TASK ITEM:
Every line of the data must appear again in the answer, exactly as written.

::: RECORDS TO USE :::

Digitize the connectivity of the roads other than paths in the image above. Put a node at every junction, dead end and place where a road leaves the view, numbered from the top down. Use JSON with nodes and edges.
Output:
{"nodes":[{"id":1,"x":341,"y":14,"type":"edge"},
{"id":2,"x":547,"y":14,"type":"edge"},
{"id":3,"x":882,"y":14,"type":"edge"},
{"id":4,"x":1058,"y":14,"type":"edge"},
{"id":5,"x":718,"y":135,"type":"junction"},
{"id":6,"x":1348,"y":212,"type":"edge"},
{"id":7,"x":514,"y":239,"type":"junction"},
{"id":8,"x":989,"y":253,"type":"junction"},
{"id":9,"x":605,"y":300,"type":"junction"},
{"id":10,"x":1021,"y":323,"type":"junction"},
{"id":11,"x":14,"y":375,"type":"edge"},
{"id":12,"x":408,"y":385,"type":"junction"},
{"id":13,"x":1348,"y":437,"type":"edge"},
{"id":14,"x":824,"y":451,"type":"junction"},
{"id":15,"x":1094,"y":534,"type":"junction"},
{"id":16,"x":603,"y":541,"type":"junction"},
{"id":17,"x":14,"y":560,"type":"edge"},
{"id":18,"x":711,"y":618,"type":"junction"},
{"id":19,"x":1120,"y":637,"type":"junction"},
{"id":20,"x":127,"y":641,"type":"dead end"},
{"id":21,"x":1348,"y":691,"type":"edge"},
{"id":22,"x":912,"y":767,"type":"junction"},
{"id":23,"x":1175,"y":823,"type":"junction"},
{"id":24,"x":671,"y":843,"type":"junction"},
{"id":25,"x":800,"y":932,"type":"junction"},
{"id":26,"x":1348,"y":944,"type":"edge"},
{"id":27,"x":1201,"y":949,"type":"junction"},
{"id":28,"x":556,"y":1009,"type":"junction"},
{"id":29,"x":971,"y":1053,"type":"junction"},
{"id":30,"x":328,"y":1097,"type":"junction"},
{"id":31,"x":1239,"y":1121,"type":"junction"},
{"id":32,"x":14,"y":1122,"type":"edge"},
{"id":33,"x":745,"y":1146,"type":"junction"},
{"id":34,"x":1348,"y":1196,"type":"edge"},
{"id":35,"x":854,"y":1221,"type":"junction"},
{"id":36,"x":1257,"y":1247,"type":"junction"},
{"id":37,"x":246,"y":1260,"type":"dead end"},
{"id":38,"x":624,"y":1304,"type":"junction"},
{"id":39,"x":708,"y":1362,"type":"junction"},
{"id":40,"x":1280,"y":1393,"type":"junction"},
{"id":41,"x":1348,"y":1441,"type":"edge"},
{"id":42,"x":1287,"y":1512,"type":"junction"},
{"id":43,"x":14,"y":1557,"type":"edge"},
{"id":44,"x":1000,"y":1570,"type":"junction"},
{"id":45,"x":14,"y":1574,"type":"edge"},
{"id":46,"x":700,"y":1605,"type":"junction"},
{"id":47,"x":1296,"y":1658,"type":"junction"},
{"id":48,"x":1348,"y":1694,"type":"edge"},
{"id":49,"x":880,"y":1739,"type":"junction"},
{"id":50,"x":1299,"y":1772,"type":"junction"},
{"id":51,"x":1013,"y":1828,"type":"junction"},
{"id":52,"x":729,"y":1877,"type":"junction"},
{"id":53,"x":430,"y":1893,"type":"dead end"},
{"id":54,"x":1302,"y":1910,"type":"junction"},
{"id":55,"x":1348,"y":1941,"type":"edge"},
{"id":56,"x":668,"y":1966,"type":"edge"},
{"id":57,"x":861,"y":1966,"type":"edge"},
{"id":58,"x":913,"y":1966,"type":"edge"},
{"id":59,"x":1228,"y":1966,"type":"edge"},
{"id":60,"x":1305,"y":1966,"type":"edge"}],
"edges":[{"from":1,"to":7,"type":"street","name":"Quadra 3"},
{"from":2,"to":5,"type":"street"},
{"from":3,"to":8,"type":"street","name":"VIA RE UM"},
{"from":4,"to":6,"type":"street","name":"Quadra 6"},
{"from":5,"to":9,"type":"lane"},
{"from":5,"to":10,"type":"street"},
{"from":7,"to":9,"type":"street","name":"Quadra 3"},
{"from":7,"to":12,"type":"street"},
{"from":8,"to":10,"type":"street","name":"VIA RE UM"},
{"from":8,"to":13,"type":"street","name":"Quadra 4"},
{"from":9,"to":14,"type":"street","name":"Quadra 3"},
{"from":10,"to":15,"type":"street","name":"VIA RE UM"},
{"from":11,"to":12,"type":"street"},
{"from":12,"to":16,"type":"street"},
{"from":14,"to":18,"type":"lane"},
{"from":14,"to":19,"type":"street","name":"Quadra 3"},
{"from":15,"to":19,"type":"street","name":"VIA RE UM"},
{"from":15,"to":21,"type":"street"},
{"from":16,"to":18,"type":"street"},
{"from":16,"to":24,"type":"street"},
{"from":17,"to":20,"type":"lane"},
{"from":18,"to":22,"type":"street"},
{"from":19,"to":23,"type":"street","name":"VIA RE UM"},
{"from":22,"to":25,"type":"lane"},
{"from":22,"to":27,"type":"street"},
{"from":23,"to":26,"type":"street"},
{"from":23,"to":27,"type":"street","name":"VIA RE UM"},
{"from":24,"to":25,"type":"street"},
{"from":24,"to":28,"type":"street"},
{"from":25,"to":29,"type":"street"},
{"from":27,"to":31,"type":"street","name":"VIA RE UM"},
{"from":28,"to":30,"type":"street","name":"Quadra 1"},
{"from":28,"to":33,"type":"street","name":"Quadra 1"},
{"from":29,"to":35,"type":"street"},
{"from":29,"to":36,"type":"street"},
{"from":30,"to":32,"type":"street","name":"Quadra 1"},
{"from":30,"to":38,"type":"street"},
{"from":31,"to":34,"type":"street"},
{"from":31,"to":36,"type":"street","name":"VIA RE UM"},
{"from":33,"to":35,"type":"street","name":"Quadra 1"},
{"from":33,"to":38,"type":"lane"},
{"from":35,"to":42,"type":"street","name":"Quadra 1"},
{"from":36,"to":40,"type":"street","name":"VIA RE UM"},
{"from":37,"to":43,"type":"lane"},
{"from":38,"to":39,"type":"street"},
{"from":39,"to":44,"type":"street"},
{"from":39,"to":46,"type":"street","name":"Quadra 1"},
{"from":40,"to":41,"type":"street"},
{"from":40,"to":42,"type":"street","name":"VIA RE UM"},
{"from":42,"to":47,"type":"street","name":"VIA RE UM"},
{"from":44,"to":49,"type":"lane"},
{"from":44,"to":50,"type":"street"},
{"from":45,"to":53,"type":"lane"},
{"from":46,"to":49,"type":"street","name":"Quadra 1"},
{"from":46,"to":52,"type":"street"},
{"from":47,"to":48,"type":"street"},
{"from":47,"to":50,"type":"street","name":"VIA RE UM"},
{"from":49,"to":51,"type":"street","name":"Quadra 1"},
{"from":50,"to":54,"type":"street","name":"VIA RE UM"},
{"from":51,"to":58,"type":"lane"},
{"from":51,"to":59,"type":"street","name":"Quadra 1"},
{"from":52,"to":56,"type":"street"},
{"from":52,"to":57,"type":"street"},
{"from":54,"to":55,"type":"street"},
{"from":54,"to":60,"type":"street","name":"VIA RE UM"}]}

:::

EXPECTED ANSWER:
Digitize the connectivity of the roads other than paths in the image above. Put a node at every junction, dead end and place where a road leaves the view, numbered from the top down. Use JSON with nodes and edges.
Output:
{"nodes":[{"id":1,"x":341,"y":14,"type":"edge"},
{"id":2,"x":547,"y":14,"type":"edge"},
{"id":3,"x":882,"y":14,"type":"edge"},
{"id":4,"x":1058,"y":14,"type":"edge"},
{"id":5,"x":718,"y":135,"type":"junction"},
{"id":6,"x":1348,"y":212,"type":"edge"},
{"id":7,"x":514,"y":239,"type":"junction"},
{"id":8,"x":989,"y":253,"type":"junction"},
{"id":9,"x":605,"y":300,"type":"junction"},
{"id":10,"x":1021,"y":323,"type":"junction"},
{"id":11,"x":14,"y":375,"type":"edge"},
{"id":12,"x":408,"y":385,"type":"junction"},
{"id":13,"x":1348,"y":437,"type":"edge"},
{"id":14,"x":824,"y":451,"type":"junction"},
{"id":15,"x":1094,"y":534,"type":"junction"},
{"id":16,"x":603,"y":541,"type":"junction"},
{"id":17,"x":14,"y":560,"type":"edge"},
{"id":18,"x":711,"y":618,"type":"junction"},
{"id":19,"x":1120,"y":637,"type":"junction"},
{"id":20,"x":127,"y":641,"type":"dead end"},
{"id":21,"x":1348,"y":691,"type":"edge"},
{"id":22,"x":912,"y":767,"type":"junction"},
{"id":23,"x":1175,"y":823,"type":"junction"},
{"id":24,"x":671,"y":843,"type":"junction"},
{"id":25,"x":800,"y":932,"type":"junction"},
{"id":26,"x":1348,"y":944,"type":"edge"},
{"id":27,"x":1201,"y":949,"type":"junction"},
{"id":28,"x":556,"y":1009,"type":"junction"},
{"id":29,"x":971,"y":1053,"type":"junction"},
{"id":30,"x":328,"y":1097,"type":"junction"},
{"id":31,"x":1239,"y":1121,"type":"junction"},
{"id":32,"x":14,"y":1122,"type":"edge"},
{"id":33,"x":745,"y":1146,"type":"junction"},
{"id":34,"x":1348,"y":1196,"type":"edge"},
{"id":35,"x":854,"y":1221,"type":"junction"},
{"id":36,"x":1257,"y":1247,"type":"junction"},
{"id":37,"x":246,"y":1260,"type":"dead end"},
{"id":38,"x":624,"y":1304,"type":"junction"},
{"id":39,"x":708,"y":1362,"type":"junction"},
{"id":40,"x":1280,"y":1393,"type":"junction"},
{"id":41,"x":1348,"y":1441,"type":"edge"},
{"id":42,"x":1287,"y":1512,"type":"junction"},
{"id":43,"x":14,"y":1557,"type":"edge"},
{"id":44,"x":1000,"y":1570,"type":"junction"},
{"id":45,"x":14,"y":1574,"type":"edge"},
{"id":46,"x":700,"y":1605,"type":"junction"},
{"id":47,"x":1296,"y":1658,"type":"junction"},
{"id":48,"x":1348,"y":1694,"type":"edge"},
{"id":49,"x":880,"y":1739,"type":"junction"},
{"id":50,"x":1299,"y":1772,"type":"junction"},
{"id":51,"x":1013,"y":1828,"type":"junction"},
{"id":52,"x":729,"y":1877,"type":"junction"},
{"id":53,"x":430,"y":1893,"type":"dead end"},
{"id":54,"x":1302,"y":1910,"type":"junction"},
{"id":55,"x":1348,"y":1941,"type":"edge"},
{"id":56,"x":668,"y":1966,"type":"edge"},
{"id":57,"x":861,"y":1966,"type":"edge"},
{"id":58,"x":913,"y":1966,"type":"edge"},
{"id":59,"x":1228,"y":1966,"type":"edge"},
{"id":60,"x":1305,"y":1966,"type":"edge"}],
"edges":[{"from":1,"to":7,"type":"street","name":"Quadra 3"},
{"from":2,"to":5,"type":"street"},
{"from":3,"to":8,"type":"street","name":"VIA RE UM"},
{"from":4,"to":6,"type":"street","name":"Quadra 6"},
{"from":5,"to":9,"type":"lane"},
{"from":5,"to":10,"type":"street"},
{"from":7,"to":9,"type":"street","name":"Quadra 3"},
{"from":7,"to":12,"type":"street"},
{"from":8,"to":10,"type":"street","name":"VIA RE UM"},
{"from":8,"to":13,"type":"street","name":"Quadra 4"},
{"from":9,"to":14,"type":"street","name":"Quadra 3"},
{"from":10,"to":15,"type":"street","name":"VIA RE UM"},
{"from":11,"to":12,"type":"street"},
{"from":12,"to":16,"type":"street"},
{"from":14,"to":18,"type":"lane"},
{"from":14,"to":19,"type":"street","name":"Quadra 3"},
{"from":15,"to":19,"type":"street","name":"VIA RE UM"},
{"from":15,"to":21,"type":"street"},
{"from":16,"to":18,"type":"street"},
{"from":16,"to":24,"type":"street"},
{"from":17,"to":20,"type":"lane"},
{"from":18,"to":22,"type":"street"},
{"from":19,"to":23,"type":"street","name":"VIA RE UM"},
{"from":22,"to":25,"type":"lane"},
{"from":22,"to":27,"type":"street"},
{"from":23,"to":26,"type":"street"},
{"from":23,"to":27,"type":"street","name":"VIA RE UM"},
{"from":24,"to":25,"type":"street"},
{"from":24,"to":28,"type":"street"},
{"from":25,"to":29,"type":"street"},
{"from":27,"to":31,"type":"street","name":"VIA RE UM"},
{"from":28,"to":30,"type":"street","name":"Quadra 1"},
{"from":28,"to":33,"type":"street","name":"Quadra 1"},
{"from":29,"to":35,"type":"street"},
{"from":29,"to":36,"type":"street"},
{"from":30,"to":32,"type":"street","name":"Quadra 1"},
{"from":30,"to":38,"type":"street"},
{"from":31,"to":34,"type":"street"},
{"from":31,"to":36,"type":"street","name":"VIA RE UM"},
{"from":33,"to":35,"type":"street","name":"Quadra 1"},
{"from":33,"to":38,"type":"lane"},
{"from":35,"to":42,"type":"street","name":"Quadra 1"},
{"from":36,"to":40,"type":"street","name":"VIA RE UM"},
{"from":37,"to":43,"type":"lane"},
{"from":38,"to":39,"type":"street"},
{"from":39,"to":44,"type":"street"},
{"from":39,"to":46,"type":"street","name":"Quadra 1"},
{"from":40,"to":41,"type":"street"},
{"from":40,"to":42,"type":"street","name":"VIA RE UM"},
{"from":42,"to":47,"type":"street","name":"VIA RE UM"},
{"from":44,"to":49,"type":"lane"},
{"from":44,"to":50,"type":"street"},
{"from":45,"to":53,"type":"lane"},
{"from":46,"to":49,"type":"street","name":"Quadra 1"},
{"from":46,"to":52,"type":"street"},
{"from":47,"to":48,"type":"street"},
{"from":47,"to":50,"type":"street","name":"VIA RE UM"},
{"from":49,"to":51,"type":"street","name":"Quadra 1"},
{"from":50,"to":54,"type":"street","name":"VIA RE UM"},
{"from":51,"to":58,"type":"lane"},
{"from":51,"to":59,"type":"street","name":"Quadra 1"},
{"from":52,"to":56,"type":"street"},
{"from":52,"to":57,"type":"street"},
{"from":54,"to":55,"type":"street"},
{"from":54,"to":60,"type":"street","name":"VIA RE UM"}]}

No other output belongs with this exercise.